━━━ INFORMATION SUPPLIED

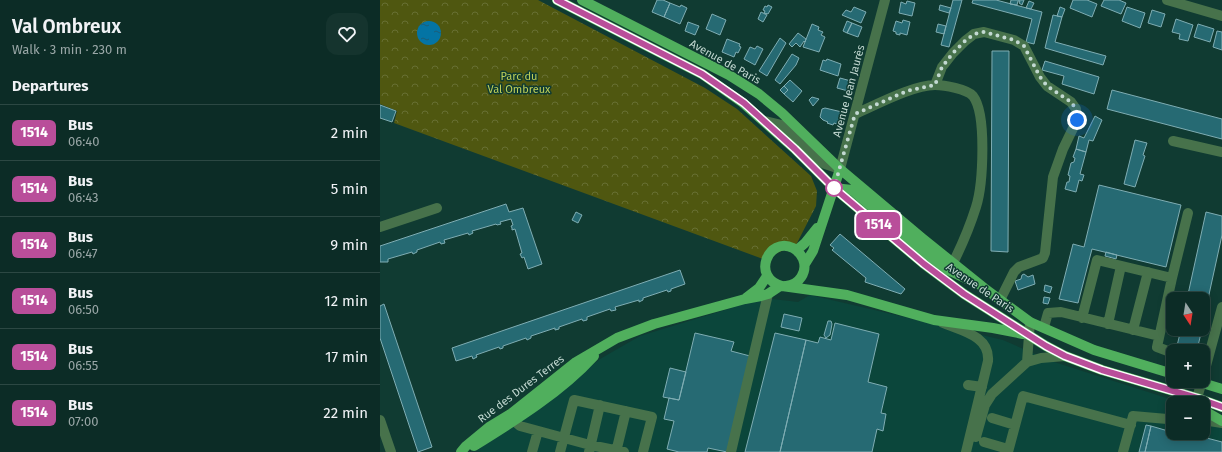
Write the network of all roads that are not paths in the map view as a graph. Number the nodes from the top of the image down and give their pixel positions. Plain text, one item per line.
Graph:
1 (557, 0) edge
2 (582, 0) edge
3 (885, 0) edge
4 (1167, 0) edge
5 (1222, 16) edge
6 (935, 85) junction
7 (855, 114) junction
8 (765, 121) junction
9 (1173, 141) dead end
10 (1222, 152) edge
11 (840, 169) junction
12 (834, 188) junction
13 (437, 208) dead end
14 (1188, 213) dead end
15 (821, 223) junction
16 (380, 227) edge
17 (797, 250) junction
18 (953, 263) junction
19 (805, 264) junction
20 (1121, 266) junction
21 (1148, 272) junction
22 (767, 276) junction
23 (1172, 278) junction
24 (783, 286) junction
25 (984, 288) junction
26 (768, 294) junction
27 (745, 299) junction
28 (1000, 300) junction
29 (1222, 307) edge
30 (1082, 318) junction
31 (934, 320) junction
32 (1030, 322) junction
33 (1108, 324) junction
34 (1044, 327) junction
35 (1133, 330) junction
36 (1030, 336) junction
37 (1159, 336) junction
38 (1210, 347) edge
39 (1166, 351) edge
40 (1065, 356) junction
41 (1027, 362) junction
42 (1166, 372) edge
43 (1210, 384) edge
44 (968, 385) dead end
45 (982, 387) junction
46 (1222, 389) edge
47 (1184, 396) edge
48 (1210, 404) edge
49 (600, 405) junction
50 (1222, 407) edge
51 (626, 411) junction
52 (1210, 414) edge
53 (513, 417) junction
54 (992, 418) dead end
55 (1166, 419) edge
56 (380, 420) edge
57 (1210, 421) edge
58 (1222, 422) edge
59 (1015, 425) junction
60 (1131, 425) junction
61 (538, 431) junction
62 (564, 438) junction
63 (984, 442) dead end
64 (590, 449) edge
65 (390, 451) edge
66 (619, 451) edge
67 (1008, 451) edge
68 (461, 452) edge
69 (464, 452) edge
70 (532, 452) edge
71 (560, 452) edge
72 (643, 452) edge
73 (731, 452) edge
74 (966, 452) edge
75 (972, 452) edge
76 (1123, 452) edge

1 - 8 main road, Avenue de Paris
2 - 11 main road, Avenue de Paris
3 - 7 street, Avenue Jean Jaurès
4 - 5 street
6 - 7 street
6 - 18 street
6 - 28 street
7 - 11 street, Avenue Jean Jaurès
8 - 11 street, Avenue de Paris
8 - 12 main road, Avenue de Paris
9 - 10 street
11 - 12 main road, Avenue Jean Jaurès
11 - 18 main road, Avenue de Paris
12 - 15 main road, Avenue Jean Jaurès
12 - 25 main road
12 - 36 main road, Avenue de Paris
13 - 16 street
14 - 23 street
15 - 17 main road
15 - 19 main road
17 - 19 main road
17 - 22 main road
18 - 25 main road, Avenue de Paris
19 - 24 main road
20 - 21 street
20 - 30 street
20 - 33 street
21 - 23 street
21 - 35 street
22 - 24 main road
22 - 27 main road, Rue des Dures Terres
23 - 37 street
24 - 26 main road, Rue des Dures Terres
24 - 31 main road
25 - 28 main road, Avenue de Paris
26 - 27 main road, Rue des Dures Terres
26 - 73 street
27 - 53 main road, Rue des Dures Terres
28 - 32 main road, Avenue de Paris
29 - 38 street
30 - 33 street
30 - 34 street
31 - 36 main road
31 - 45 street
32 - 34 main road, Avenue de Paris
32 - 36 street
33 - 35 street
34 - 42 main road, Avenue de Paris
35 - 37 street
36 - 40 main road, Avenue de Paris
36 - 41 street
37 - 39 street
40 - 41 street
40 - 47 main road, Avenue de Paris
41 - 75 street
43 - 46 main road
44 - 45 street
45 - 74 street
48 - 50 main road
49 - 51 street
49 - 62 street
49 - 64 street
51 - 66 street
51 - 72 street
52 - 58 main road
53 - 61 street
53 - 68 main road, Rue des Dures Terres
53 - 69 main road, Rue des Dures Terres
54 - 59 street
55 - 60 street
56 - 65 street
57 - 58 street
59 - 60 street
59 - 67 street
60 - 76 street
61 - 62 street
61 - 70 street
62 - 64 street
62 - 71 street
63 - 67 street
64 - 66 street

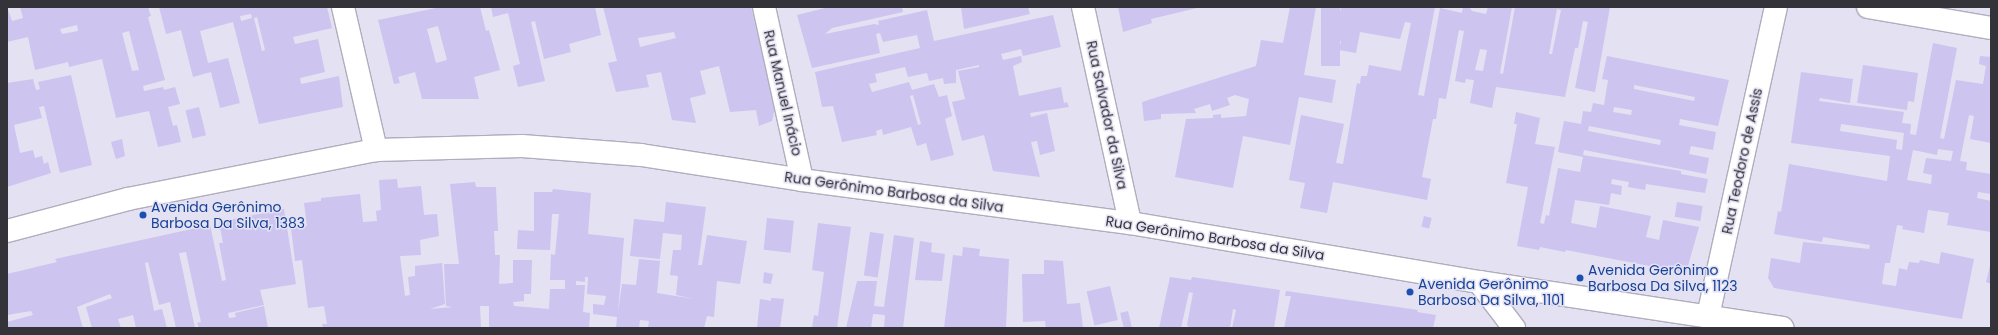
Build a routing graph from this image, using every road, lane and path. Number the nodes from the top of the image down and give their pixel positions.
1 (343, 7) edge
2 (764, 7) edge
3 (1083, 7) edge
4 (1776, 7) edge
5 (1868, 7) edge
6 (1991, 28) edge
7 (376, 150) junction
8 (802, 180) junction
9 (1130, 224) junction
10 (7, 232) edge
11 (1479, 282) junction
12 (1708, 316) junction
13 (1514, 328) edge
14 (1783, 328) edge

1 - 7 street
2 - 8 street, Rua Manuel Inácio
3 - 9 street, Rua Salvador da Silva
4 - 12 street, Rua Teodoro de Assis
5 - 6 street
7 - 8 street, Rua Gerônimo Barbosa da Silva
7 - 10 street, Rua Gerônimo Barbosa da Silva
8 - 9 street, Rua Gerônimo Barbosa da Silva
9 - 11 street, Rua Gerônimo Barbosa da Silva
11 - 12 street, Rua Gerônimo Barbosa da Silva
11 - 13 street
12 - 14 street, Rua Gerônimo Barbosa da Silva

━━━━━━

## [TASK STATEMENT]
What comes back should match the records exactly, minus any pictures.

## [TASK RESULT]
Write the network of all roads that are not paths in the map view as a graph. Number the nodes from the top of the image down and give their pixel positions. Plain text, one item per line.
Graph:
1 (557, 0) edge
2 (582, 0) edge
3 (885, 0) edge
4 (1167, 0) edge
5 (1222, 16) edge
6 (935, 85) junction
7 (855, 114) junction
8 (765, 121) junction
9 (1173, 141) dead end
10 (1222, 152) edge
11 (840, 169) junction
12 (834, 188) junction
13 (437, 208) dead end
14 (1188, 213) dead end
15 (821, 223) junction
16 (380, 227) edge
17 (797, 250) junction
18 (953, 263) junction
19 (805, 264) junction
20 (1121, 266) junction
21 (1148, 272) junction
22 (767, 276) junction
23 (1172, 278) junction
24 (783, 286) junction
25 (984, 288) junction
26 (768, 294) junction
27 (745, 299) junction
28 (1000, 300) junction
29 (1222, 307) edge
30 (1082, 318) junction
31 (934, 320) junction
32 (1030, 322) junction
33 (1108, 324) junction
34 (1044, 327) junction
35 (1133, 330) junction
36 (1030, 336) junction
37 (1159, 336) junction
38 (1210, 347) edge
39 (1166, 351) edge
40 (1065, 356) junction
41 (1027, 362) junction
42 (1166, 372) edge
43 (1210, 384) edge
44 (968, 385) dead end
45 (982, 387) junction
46 (1222, 389) edge
47 (1184, 396) edge
48 (1210, 404) edge
49 (600, 405) junction
50 (1222, 407) edge
51 (626, 411) junction
52 (1210, 414) edge
53 (513, 417) junction
54 (992, 418) dead end
55 (1166, 419) edge
56 (380, 420) edge
57 (1210, 421) edge
58 (1222, 422) edge
59 (1015, 425) junction
60 (1131, 425) junction
61 (538, 431) junction
62 (564, 438) junction
63 (984, 442) dead end
64 (590, 449) edge
65 (390, 451) edge
66 (619, 451) edge
67 (1008, 451) edge
68 (461, 452) edge
69 (464, 452) edge
70 (532, 452) edge
71 (560, 452) edge
72 (643, 452) edge
73 (731, 452) edge
74 (966, 452) edge
75 (972, 452) edge
76 (1123, 452) edge

1 - 8 main road, Avenue de Paris
2 - 11 main road, Avenue de Paris
3 - 7 street, Avenue Jean Jaurès
4 - 5 street
6 - 7 street
6 - 18 street
6 - 28 street
7 - 11 street, Avenue Jean Jaurès
8 - 11 street, Avenue de Paris
8 - 12 main road, Avenue de Paris
9 - 10 street
11 - 12 main road, Avenue Jean Jaurès
11 - 18 main road, Avenue de Paris
12 - 15 main road, Avenue Jean Jaurès
12 - 25 main road
12 - 36 main road, Avenue de Paris
13 - 16 street
14 - 23 street
15 - 17 main road
15 - 19 main road
17 - 19 main road
17 - 22 main road
18 - 25 main road, Avenue de Paris
19 - 24 main road
20 - 21 street
20 - 30 street
20 - 33 street
21 - 23 street
21 - 35 street
22 - 24 main road
22 - 27 main road, Rue des Dures Terres
23 - 37 street
24 - 26 main road, Rue des Dures Terres
24 - 31 main road
25 - 28 main road, Avenue de Paris
26 - 27 main road, Rue des Dures Terres
26 - 73 street
27 - 53 main road, Rue des Dures Terres
28 - 32 main road, Avenue de Paris
29 - 38 street
30 - 33 street
30 - 34 street
31 - 36 main road
31 - 45 street
32 - 34 main road, Avenue de Paris
32 - 36 street
33 - 35 street
34 - 42 main road, Avenue de Paris
35 - 37 street
36 - 40 main road, Avenue de Paris
36 - 41 street
37 - 39 street
40 - 41 street
40 - 47 main road, Avenue de Paris
41 - 75 street
43 - 46 main road
44 - 45 street
45 - 74 street
48 - 50 main road
49 - 51 street
49 - 62 street
49 - 64 street
51 - 66 street
51 - 72 street
52 - 58 main road
53 - 61 street
53 - 68 main road, Rue des Dures Terres
53 - 69 main road, Rue des Dures Terres
54 - 59 street
55 - 60 street
56 - 65 street
57 - 58 street
59 - 60 street
59 - 67 street
60 - 76 street
61 - 62 street
61 - 70 street
62 - 64 street
62 - 71 street
63 - 67 street
64 - 66 street

Build a routing graph from this image, using every road, lane and path. Number the nodes from the top of the image down and give their pixel positions.
1 (343, 7) edge
2 (764, 7) edge
3 (1083, 7) edge
4 (1776, 7) edge
5 (1868, 7) edge
6 (1991, 28) edge
7 (376, 150) junction
8 (802, 180) junction
9 (1130, 224) junction
10 (7, 232) edge
11 (1479, 282) junction
12 (1708, 316) junction
13 (1514, 328) edge
14 (1783, 328) edge

1 - 7 street
2 - 8 street, Rua Manuel Inácio
3 - 9 street, Rua Salvador da Silva
4 - 12 street, Rua Teodoro de Assis
5 - 6 street
7 - 8 street, Rua Gerônimo Barbosa da Silva
7 - 10 street, Rua Gerônimo Barbosa da Silva
8 - 9 street, Rua Gerônimo Barbosa da Silva
9 - 11 street, Rua Gerônimo Barbosa da Silva
11 - 12 street, Rua Gerônimo Barbosa da Silva
11 - 13 street
12 - 14 street, Rua Gerônimo Barbosa da Silva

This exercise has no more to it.